Two years ago, the LIRR undertook major emergency repair and construction work, dubbed the Summer of Hell, and the result was modified schedules and wide-ranging cancellations. The real problems? For most commuters, it’s delayed trains, lack of accurate communication about schedule changes and a standing-room-only rush hour commute.

The LIRR doesn’t have a single spare train car, so if one is taken out of service, sent out for maintenance, there’s nothing to use in its place. Just think about that. For all those thousands of Long Islanders who ride the LIRR every day, the MTA has such poor long-term planning that it doesn’t even have a spare car. The railroad’s and MTA’s administrative bodies — and the budgets that fund them — are massive, but the notion of keeping extra inventory for emergencies fails to register on their radar.

That must change.

The new Democratic State Senate majority, which includes six members from Long Island, is committed to changing the MTA’s status quo. That’s why, as part of the state budget last week, we passed the MTA Revitalization, Accountability, Improvement and Legitimization, or RAIL, Act, a five-point plan for overhauling the MTA and providing real accountability and reform.

The RAIL Act will require the MTA to conduct an independent, comprehensive forensic audit of its procurements to uncover any fraud, negligence, anti-competitive conduct, bid-rigging, wasteful spending or insufficient internal controls.
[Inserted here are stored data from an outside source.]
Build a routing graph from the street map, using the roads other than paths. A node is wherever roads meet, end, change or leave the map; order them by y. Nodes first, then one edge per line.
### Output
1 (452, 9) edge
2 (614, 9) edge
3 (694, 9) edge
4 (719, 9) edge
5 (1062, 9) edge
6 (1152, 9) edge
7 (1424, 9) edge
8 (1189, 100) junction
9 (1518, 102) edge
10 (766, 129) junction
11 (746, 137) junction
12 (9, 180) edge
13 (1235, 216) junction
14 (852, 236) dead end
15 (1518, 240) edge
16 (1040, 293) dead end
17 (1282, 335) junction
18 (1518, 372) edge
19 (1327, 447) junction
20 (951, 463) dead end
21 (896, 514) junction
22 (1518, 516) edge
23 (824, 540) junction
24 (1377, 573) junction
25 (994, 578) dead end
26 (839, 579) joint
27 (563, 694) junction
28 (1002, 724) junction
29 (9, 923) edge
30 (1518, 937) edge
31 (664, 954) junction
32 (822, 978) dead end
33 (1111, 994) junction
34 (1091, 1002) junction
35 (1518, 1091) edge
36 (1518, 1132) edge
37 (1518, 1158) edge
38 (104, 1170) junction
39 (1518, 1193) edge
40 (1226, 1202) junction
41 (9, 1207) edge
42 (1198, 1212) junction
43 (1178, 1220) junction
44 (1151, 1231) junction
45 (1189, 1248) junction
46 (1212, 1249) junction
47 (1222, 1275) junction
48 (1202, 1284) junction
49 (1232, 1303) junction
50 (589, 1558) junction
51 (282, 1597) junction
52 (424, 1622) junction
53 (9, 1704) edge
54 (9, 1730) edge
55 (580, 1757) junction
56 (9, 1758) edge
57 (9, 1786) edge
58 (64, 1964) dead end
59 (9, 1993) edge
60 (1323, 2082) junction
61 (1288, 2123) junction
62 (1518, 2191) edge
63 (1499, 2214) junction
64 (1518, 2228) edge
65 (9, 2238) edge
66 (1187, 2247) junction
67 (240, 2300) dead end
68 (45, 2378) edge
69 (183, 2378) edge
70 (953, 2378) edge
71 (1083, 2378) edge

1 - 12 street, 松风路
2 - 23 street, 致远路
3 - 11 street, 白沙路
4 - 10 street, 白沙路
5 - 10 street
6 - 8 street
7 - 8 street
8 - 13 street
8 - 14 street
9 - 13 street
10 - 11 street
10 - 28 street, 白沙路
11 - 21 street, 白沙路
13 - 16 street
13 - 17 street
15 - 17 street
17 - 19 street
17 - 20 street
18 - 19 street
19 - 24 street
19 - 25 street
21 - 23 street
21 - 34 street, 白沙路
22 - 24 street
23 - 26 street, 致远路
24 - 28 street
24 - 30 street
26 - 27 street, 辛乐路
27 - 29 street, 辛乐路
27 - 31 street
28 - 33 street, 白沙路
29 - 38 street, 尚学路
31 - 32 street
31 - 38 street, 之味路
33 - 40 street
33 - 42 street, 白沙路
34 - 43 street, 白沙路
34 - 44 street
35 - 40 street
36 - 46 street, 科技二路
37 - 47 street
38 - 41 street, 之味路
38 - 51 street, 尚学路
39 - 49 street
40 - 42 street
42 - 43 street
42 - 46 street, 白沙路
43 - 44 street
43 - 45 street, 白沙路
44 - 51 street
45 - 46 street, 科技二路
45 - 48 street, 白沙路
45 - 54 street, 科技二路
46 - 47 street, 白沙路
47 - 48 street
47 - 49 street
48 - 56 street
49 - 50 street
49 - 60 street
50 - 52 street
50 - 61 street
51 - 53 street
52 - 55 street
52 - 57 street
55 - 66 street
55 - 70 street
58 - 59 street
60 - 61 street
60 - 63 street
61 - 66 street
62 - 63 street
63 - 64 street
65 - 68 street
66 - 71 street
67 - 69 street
It will also examine the MTA’s overuse of outside contractors, because far too many projects are being outsourced to overpriced contractors and not done by in-house workers. The MTA should be using one of the best-trained work forces in the nation — its rank-and-file union members — many of whom have the skills and expertise to take on tasks that the MTA far too often chooses to outsource to consultants.

This audit will be unique, because it will be conducted wholly independent of the MTA administration. We can’t allow an agency whose leadership has overlooked such waste and mismanagement to police itself.

Another key component of the RAIL Act will overhaul the way the MTA analyzes itself. Current performance metrics don’t provide adequate information about the system’s performance. Improved data collection and sharing could yield significant improvements, like modernizing definitions used by the MTA — like the all-important “on time,” which now means within six minutes of a scheduled arrival or departure, but with changes included in the budget, will tighten to two minutes.

Every couple of years, the MTA issues a dire warning to legislators about its desperate need for a massive influx of funding. There are two serious problems with those cries for help. The first is that there is no real accountability for where that money goes and how it is spent. That’s what a forensic audit will address.

The second problem is a lack of long-term capital planning by the MTA leadership. The RAIL Act will require it to present, every five years, a 20-year capital investment plan. This will ensure that there is a long-term plan to address projected future needs and trends, and to track long-term investment.

The MTA has spent a lot of time asking lawmakers for additional money to — quite literally — keep the trains running. The agency also recently voted to raise fares for LIRR riders, who already pay hundreds of dollars a month for their commutes. The public deserves to know where all that money is going. Every. Last. Penny.

That’s why my Senate colleagues and I pushed for the passage of this bill. That’s why we fought to make it law. And that’s why we’ll continue fighting for additional changes to give riders the service they deserve.

James Gaughran is a Democratic state senator, representing the 5th District.